Stored items
*** Begin section ***

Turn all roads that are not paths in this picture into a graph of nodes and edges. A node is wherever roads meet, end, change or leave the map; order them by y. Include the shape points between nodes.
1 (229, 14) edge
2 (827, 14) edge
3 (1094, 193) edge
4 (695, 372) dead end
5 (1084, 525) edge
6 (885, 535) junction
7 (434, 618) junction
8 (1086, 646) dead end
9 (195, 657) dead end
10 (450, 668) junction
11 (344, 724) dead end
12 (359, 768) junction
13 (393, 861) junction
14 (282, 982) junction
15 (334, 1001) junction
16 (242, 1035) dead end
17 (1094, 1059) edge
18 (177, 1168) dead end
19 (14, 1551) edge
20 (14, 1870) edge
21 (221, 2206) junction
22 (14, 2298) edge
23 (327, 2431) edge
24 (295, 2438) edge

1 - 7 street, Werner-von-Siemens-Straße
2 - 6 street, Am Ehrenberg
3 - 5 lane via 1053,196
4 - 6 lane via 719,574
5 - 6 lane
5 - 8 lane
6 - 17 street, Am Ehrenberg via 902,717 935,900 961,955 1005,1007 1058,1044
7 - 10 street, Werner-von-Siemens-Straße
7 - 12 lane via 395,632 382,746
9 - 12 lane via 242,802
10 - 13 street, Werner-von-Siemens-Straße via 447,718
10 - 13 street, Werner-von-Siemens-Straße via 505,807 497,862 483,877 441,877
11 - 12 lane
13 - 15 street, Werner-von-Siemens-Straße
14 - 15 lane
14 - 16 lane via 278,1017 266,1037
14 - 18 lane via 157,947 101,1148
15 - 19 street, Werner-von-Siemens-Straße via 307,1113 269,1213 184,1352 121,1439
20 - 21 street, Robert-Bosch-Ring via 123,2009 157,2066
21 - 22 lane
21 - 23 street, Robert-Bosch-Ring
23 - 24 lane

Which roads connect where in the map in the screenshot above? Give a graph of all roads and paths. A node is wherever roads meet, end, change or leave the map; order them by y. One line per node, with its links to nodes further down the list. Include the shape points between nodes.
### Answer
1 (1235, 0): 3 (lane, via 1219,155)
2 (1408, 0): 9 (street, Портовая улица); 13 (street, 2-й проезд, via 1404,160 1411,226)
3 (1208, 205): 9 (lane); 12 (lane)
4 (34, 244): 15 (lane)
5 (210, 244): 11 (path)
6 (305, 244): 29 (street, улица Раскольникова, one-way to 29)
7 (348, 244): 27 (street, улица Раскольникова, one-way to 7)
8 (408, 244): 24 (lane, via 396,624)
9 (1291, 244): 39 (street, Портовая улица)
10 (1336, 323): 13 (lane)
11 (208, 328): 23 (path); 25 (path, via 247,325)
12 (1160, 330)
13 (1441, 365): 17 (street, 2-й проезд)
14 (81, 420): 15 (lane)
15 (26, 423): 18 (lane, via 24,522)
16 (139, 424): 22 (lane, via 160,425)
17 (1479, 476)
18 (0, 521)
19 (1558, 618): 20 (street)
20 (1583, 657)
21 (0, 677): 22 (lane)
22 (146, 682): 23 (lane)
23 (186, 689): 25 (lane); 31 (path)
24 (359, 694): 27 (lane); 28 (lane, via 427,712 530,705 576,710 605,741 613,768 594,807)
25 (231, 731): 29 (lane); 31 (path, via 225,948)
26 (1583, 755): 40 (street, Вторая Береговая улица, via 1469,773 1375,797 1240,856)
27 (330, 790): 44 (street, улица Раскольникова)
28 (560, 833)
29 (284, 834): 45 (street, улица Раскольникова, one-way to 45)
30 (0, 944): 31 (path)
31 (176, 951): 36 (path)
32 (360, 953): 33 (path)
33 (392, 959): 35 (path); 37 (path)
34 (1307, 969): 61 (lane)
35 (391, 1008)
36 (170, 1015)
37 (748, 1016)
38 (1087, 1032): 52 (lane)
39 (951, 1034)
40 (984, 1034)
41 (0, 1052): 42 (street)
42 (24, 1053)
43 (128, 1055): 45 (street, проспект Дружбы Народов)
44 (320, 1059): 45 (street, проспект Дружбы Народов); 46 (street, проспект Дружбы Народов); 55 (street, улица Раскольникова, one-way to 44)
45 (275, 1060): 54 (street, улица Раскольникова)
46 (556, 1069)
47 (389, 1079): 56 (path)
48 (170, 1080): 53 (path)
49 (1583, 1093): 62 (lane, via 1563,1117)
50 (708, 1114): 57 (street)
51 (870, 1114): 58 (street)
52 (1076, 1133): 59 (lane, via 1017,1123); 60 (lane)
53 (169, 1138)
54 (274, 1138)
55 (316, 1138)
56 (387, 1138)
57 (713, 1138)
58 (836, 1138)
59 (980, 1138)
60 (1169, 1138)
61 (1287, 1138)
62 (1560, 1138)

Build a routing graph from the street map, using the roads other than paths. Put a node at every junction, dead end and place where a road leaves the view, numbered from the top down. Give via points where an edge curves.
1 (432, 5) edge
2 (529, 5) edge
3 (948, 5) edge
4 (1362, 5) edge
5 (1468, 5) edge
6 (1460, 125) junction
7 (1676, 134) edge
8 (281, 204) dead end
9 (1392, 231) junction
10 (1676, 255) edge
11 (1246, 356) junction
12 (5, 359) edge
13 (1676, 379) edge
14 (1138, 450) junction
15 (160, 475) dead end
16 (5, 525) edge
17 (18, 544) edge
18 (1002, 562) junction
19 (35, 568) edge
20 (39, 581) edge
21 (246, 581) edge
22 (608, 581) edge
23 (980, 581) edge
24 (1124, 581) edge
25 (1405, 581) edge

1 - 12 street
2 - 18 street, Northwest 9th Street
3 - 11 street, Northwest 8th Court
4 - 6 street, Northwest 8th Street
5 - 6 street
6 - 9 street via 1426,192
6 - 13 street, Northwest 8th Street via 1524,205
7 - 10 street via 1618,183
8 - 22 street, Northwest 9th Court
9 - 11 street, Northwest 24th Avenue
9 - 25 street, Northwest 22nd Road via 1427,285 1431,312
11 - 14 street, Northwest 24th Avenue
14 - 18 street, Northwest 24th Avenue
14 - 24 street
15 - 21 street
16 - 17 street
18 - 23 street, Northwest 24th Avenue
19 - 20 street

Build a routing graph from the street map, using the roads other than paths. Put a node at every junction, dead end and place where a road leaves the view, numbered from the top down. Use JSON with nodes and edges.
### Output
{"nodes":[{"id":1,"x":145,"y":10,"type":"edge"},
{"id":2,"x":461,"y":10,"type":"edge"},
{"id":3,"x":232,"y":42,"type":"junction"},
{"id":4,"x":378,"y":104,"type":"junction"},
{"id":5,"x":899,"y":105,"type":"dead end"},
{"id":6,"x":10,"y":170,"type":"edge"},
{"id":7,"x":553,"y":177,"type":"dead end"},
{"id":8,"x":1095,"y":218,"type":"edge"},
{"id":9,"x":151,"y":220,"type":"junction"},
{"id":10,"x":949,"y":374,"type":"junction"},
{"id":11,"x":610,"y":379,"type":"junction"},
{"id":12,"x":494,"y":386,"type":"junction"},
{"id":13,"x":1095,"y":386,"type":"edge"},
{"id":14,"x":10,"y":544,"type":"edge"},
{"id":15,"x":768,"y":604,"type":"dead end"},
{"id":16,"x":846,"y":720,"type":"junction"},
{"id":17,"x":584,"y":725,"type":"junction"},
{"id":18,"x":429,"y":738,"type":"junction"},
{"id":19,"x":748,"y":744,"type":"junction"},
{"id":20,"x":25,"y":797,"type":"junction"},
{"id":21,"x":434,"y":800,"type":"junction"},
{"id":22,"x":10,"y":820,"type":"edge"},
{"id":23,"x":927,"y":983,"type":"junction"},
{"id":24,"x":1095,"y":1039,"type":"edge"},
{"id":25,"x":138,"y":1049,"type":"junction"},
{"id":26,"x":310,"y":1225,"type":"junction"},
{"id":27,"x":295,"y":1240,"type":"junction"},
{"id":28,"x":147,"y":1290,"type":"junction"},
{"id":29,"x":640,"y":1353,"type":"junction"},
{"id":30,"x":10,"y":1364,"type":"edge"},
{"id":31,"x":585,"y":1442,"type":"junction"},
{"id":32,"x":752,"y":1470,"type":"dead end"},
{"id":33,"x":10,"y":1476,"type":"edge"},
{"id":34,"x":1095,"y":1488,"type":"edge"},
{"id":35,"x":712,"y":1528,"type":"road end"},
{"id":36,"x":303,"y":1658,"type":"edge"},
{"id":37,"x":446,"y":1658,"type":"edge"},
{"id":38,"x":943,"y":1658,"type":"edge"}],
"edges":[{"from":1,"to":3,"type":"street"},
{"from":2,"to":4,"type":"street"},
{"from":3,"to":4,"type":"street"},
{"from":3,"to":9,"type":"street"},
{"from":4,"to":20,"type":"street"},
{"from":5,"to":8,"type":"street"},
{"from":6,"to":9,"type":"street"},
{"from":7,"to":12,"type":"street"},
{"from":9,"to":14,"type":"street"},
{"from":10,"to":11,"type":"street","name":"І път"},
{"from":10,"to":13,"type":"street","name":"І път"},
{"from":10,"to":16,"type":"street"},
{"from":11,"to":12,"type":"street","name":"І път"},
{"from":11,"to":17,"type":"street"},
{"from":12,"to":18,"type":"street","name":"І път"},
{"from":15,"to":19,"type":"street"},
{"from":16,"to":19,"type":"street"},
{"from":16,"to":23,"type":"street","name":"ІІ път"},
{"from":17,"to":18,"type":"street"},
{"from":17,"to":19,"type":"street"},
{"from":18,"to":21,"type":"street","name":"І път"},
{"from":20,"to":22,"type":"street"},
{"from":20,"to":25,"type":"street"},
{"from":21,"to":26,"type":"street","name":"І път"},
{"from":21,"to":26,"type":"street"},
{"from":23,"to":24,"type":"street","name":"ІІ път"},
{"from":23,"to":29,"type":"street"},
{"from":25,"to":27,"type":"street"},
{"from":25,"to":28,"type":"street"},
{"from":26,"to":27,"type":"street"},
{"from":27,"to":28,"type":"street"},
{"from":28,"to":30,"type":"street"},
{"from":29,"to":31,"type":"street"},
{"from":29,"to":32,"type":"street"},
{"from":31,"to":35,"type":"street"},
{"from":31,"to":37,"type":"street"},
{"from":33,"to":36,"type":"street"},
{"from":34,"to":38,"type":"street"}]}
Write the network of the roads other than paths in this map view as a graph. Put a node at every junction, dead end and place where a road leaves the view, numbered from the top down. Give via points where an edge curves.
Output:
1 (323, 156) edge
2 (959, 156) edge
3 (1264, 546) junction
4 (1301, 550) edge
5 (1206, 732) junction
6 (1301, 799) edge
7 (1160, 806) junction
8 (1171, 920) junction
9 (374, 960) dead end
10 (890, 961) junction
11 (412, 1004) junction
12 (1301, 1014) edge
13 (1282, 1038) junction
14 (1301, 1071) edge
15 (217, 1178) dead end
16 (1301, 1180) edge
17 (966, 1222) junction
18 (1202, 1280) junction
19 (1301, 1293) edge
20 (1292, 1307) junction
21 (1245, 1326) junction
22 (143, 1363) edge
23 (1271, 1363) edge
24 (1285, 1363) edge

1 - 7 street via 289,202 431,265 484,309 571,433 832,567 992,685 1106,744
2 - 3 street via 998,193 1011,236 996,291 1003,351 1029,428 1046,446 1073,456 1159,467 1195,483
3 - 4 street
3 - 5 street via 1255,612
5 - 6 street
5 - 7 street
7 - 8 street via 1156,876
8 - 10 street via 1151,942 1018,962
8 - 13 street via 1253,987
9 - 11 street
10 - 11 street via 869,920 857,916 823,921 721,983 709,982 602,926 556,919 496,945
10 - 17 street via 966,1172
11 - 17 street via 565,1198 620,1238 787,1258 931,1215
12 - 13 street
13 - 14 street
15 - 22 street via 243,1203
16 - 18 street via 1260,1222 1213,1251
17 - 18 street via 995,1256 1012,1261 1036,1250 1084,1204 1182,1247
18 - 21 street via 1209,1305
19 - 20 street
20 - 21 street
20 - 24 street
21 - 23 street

*** End section ***

▶ [Directions for this task]: Return, word for word, the lines from the one containing "Write the network" through the end of the data above, both ends included, and nothing else.

▶ [Answer for this exercise]:
Write the network of the roads other than paths in this map view as a graph. Put a node at every junction, dead end and place where a road leaves the view, numbered from the top down. Give via points where an edge curves.
Output:
1 (323, 156) edge
2 (959, 156) edge
3 (1264, 546) junction
4 (1301, 550) edge
5 (1206, 732) junction
6 (1301, 799) edge
7 (1160, 806) junction
8 (1171, 920) junction
9 (374, 960) dead end
10 (890, 961) junction
11 (412, 1004) junction
12 (1301, 1014) edge
13 (1282, 1038) junction
14 (1301, 1071) edge
15 (217, 1178) dead end
16 (1301, 1180) edge
17 (966, 1222) junction
18 (1202, 1280) junction
19 (1301, 1293) edge
20 (1292, 1307) junction
21 (1245, 1326) junction
22 (143, 1363) edge
23 (1271, 1363) edge
24 (1285, 1363) edge

1 - 7 street via 289,202 431,265 484,309 571,433 832,567 992,685 1106,744
2 - 3 street via 998,193 1011,236 996,291 1003,351 1029,428 1046,446 1073,456 1159,467 1195,483
3 - 4 street
3 - 5 street via 1255,612
5 - 6 street
5 - 7 street
7 - 8 street via 1156,876
8 - 10 street via 1151,942 1018,962
8 - 13 street via 1253,987
9 - 11 street
10 - 11 street via 869,920 857,916 823,921 721,983 709,982 602,926 556,919 496,945
10 - 17 street via 966,1172
11 - 17 street via 565,1198 620,1238 787,1258 931,1215
12 - 13 street
13 - 14 street
15 - 22 street via 243,1203
16 - 18 street via 1260,1222 1213,1251
17 - 18 street via 995,1256 1012,1261 1036,1250 1084,1204 1182,1247
18 - 21 street via 1209,1305
19 - 20 street
20 - 21 street
20 - 24 street
21 - 23 street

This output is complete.